◆ **What you are asked to do**
Across the records below, how many lines contain the string "connectivity"? Give the number by itself.

◆ **Data supplied**
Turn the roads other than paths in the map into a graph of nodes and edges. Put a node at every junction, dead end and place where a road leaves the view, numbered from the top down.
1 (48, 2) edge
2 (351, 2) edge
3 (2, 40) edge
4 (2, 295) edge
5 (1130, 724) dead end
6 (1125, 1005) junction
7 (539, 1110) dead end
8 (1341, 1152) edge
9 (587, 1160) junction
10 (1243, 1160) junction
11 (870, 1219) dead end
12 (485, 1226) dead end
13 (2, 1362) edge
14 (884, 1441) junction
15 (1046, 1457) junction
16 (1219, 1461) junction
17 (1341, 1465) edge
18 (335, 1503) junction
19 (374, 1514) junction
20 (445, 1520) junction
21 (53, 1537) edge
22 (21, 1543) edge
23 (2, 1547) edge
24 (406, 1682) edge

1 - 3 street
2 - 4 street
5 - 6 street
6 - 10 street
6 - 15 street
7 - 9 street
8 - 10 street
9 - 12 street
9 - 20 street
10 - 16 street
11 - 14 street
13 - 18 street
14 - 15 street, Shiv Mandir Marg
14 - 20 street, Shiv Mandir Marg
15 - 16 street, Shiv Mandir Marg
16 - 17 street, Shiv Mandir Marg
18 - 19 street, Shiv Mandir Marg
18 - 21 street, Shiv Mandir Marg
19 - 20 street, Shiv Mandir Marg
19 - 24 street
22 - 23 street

...

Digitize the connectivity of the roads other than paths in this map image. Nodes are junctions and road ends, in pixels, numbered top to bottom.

---

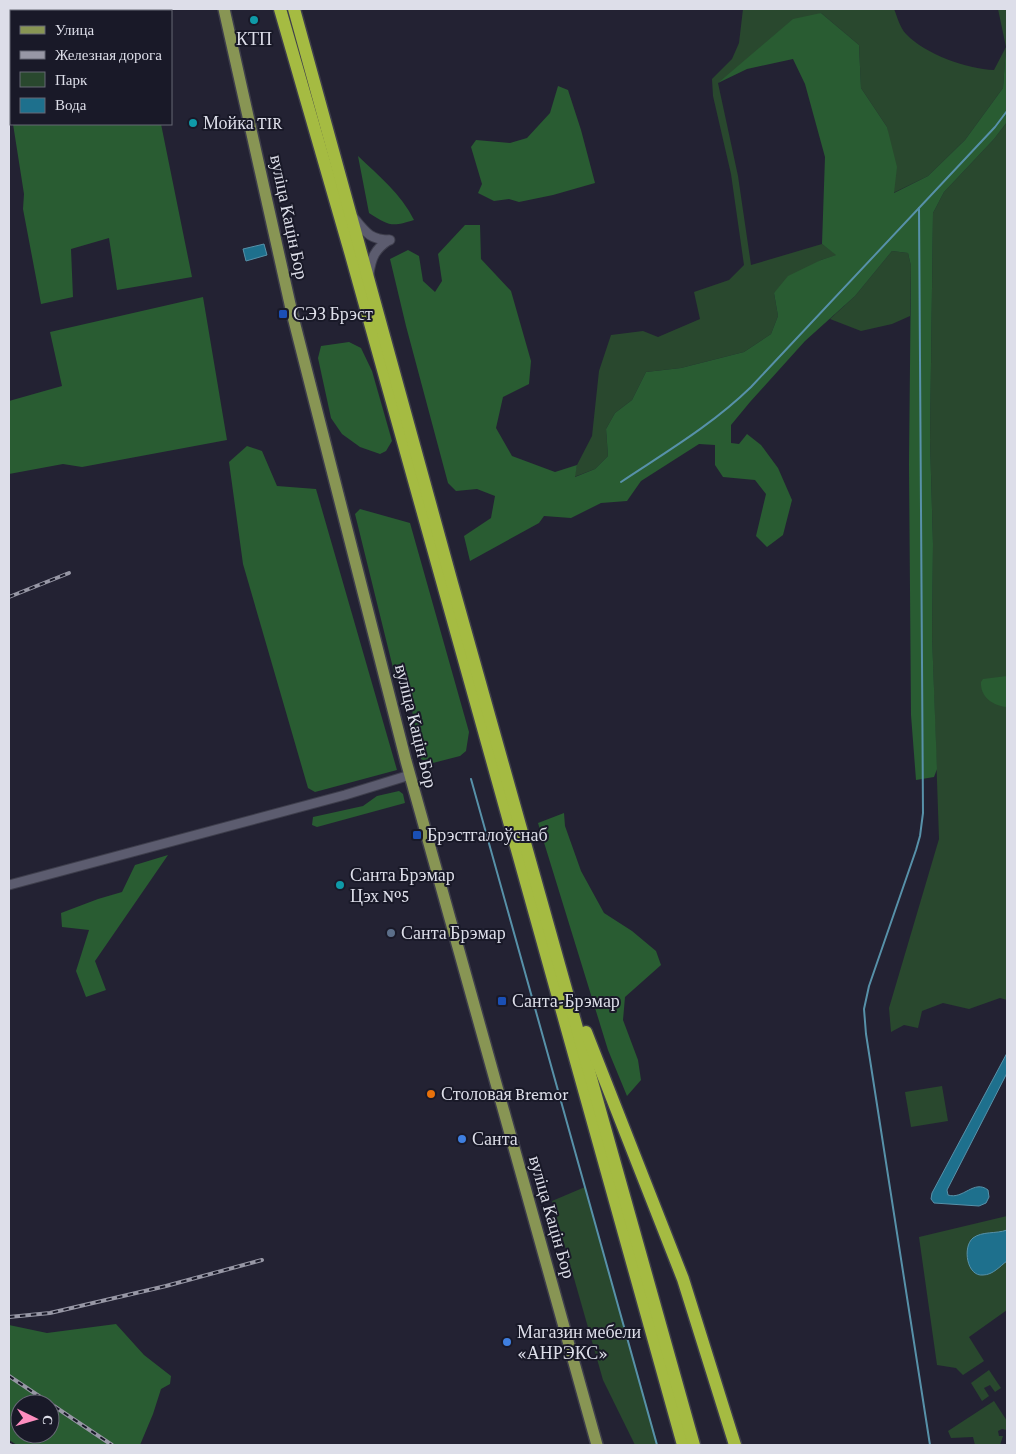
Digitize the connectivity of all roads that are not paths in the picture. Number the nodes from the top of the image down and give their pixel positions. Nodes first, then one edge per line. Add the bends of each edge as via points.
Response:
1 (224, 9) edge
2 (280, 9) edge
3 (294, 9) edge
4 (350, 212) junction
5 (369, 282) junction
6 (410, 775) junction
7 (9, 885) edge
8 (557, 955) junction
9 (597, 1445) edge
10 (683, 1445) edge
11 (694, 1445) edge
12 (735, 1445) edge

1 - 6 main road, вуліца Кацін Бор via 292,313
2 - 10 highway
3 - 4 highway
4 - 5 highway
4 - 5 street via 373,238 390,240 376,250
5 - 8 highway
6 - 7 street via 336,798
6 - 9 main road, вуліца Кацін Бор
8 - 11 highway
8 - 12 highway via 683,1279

◆ **Exercise response**
2